Rabot niches fiscales : Une addition à 3,55 milliards pour les assureurs et leurs clients

Le projet de budget 2011 va nettement alourdir la fiscalité sur les assurances, avec à la clef une facture supplémentaire de 3,55 milliards d’euros, qui fait du secteur et de ses clients les grands perdants des arbitrages menés sur les niches fiscales.

Pour augmenter ses recettes fiscales grâce aux assureurs, le gouvernement propose trois mesures, dont deux sont très techniques.

La troisième est celle qui rapportera le moins mais sera la plus visible et aura vraisemblablement le plus de conséquences directes pour le grand public. Elle concerne les contrats d’assurance santé complémentaires dits “responsables”. Ces contrats ont été mis en place par le gouvernement en 2005 afin de dissuader les complémentaires santé de rembourser à l’assuré les surcoûts nés du parcours de soins et de la participation forfaitaire. En échange de ce label “responsable”, les complémentaires santé bénéficiaient d’une exonération de la taxe spéciale sur les conventions d’assurance (TSCA), normalement fixée à 7% des cotisations.

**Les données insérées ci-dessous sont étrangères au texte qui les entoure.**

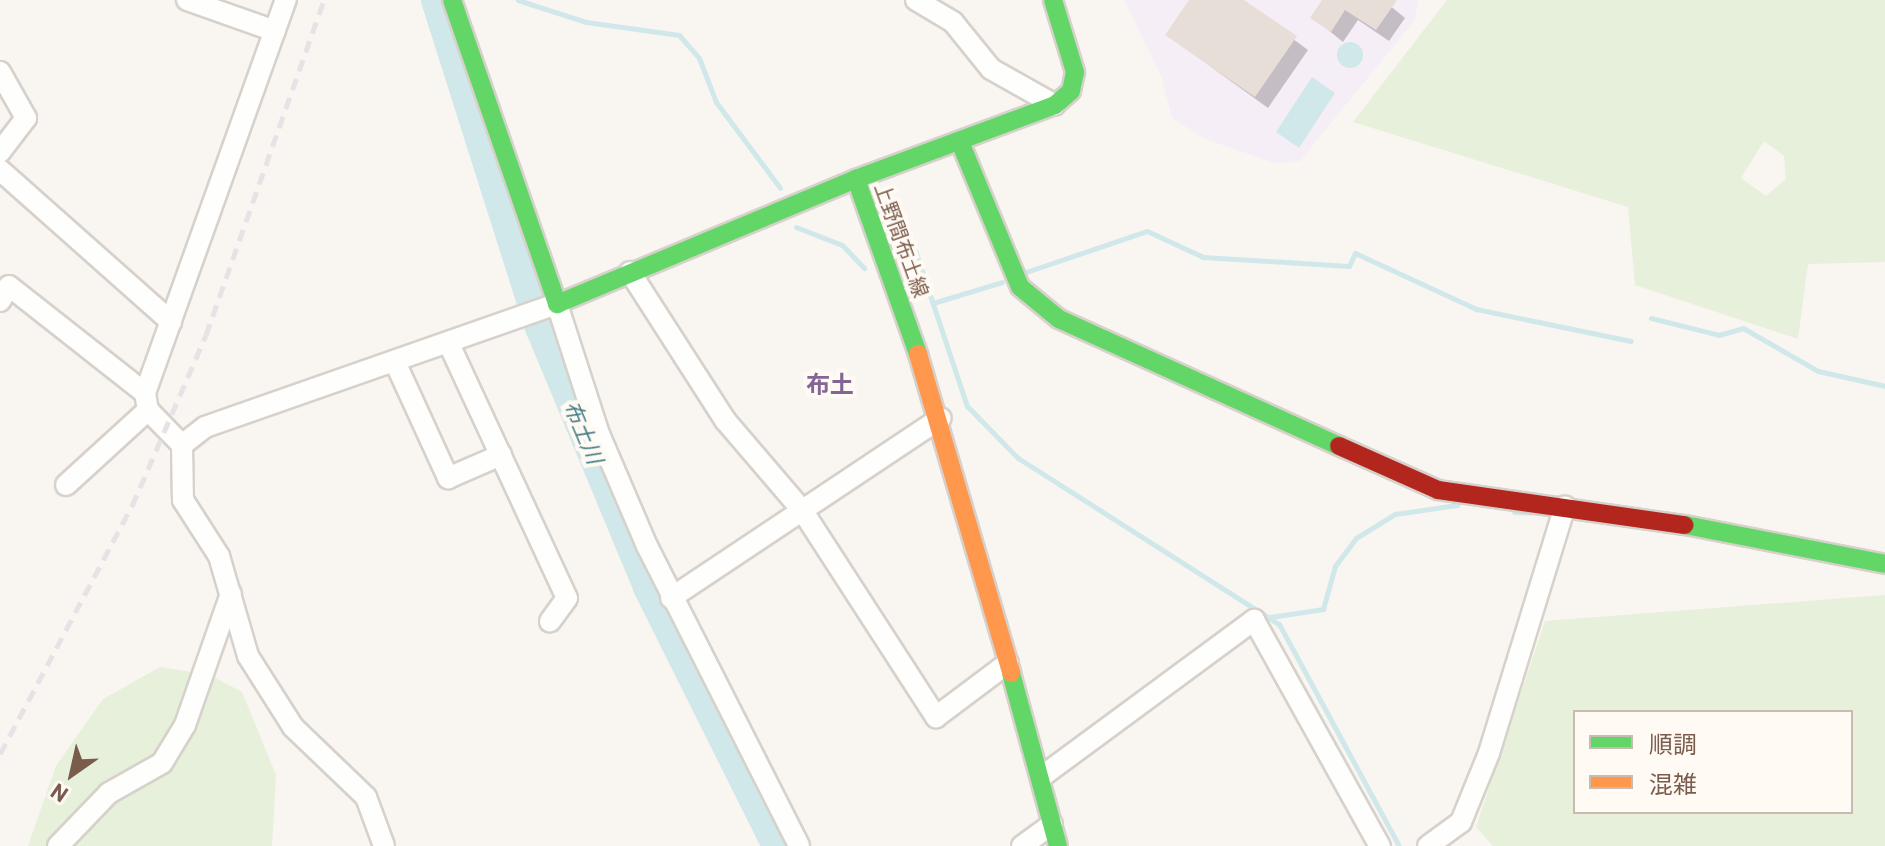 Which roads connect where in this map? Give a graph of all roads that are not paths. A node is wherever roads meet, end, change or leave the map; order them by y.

Le projet de budget 2011 prévoit désormais une taxation des contrats responsables à hauteur de 3,5%, dont l’Etat espère engranger 1,1 milliard d’euros par an.

Les principales fédérations d’assureurs ont déjà indiqué que le surcoût devrait être répercuté sur les contrats d’assurance complémentaire santé, ce qui relèvera donc d’autant la facture des assurés.

Quant aux deux autres mesures techniques, la première concerne le prélèvement annuel des contributions sociales (CSG et CRDS) sur les contrats d’assurance vie “multisupports”, qui ne faisaient jusqu’ici l’objet d’un prélèvement qu’au dénouement du contrat.

Ce prélèvement au fil de l’eau fera rentrer 1,6 milliard d’euros supplémentaires dans les caisses de l’Etat dès 2011. Un chiffre contesté par les assureurs, qui prévoient plutôt 2 milliards. Il s’agit en fait d’un prélèvement anticipé, pas d’un durcissement de la fiscalité.

La dernière disposition revient à taxer les réserves de capitalisation constituées par les assureurs pour se prémunir d’une chute de la valeur de leurs actifs, notamment leurs placements. Ces réserves se montent à environ 17 milliards d’euros et étaient jusqu’ici exonérées d’impôts.

Leur taxation devrait ramener 1,7 milliard d’euros sur deux ans, soit  environ 850 millions par an.

A l’avenir, le gouvernement propose un retour à une fiscalité normale pour les flux qui alimentent ces réserves, ce qui procurerait un surcroît de recettes annuelles de 200 millions d’euros.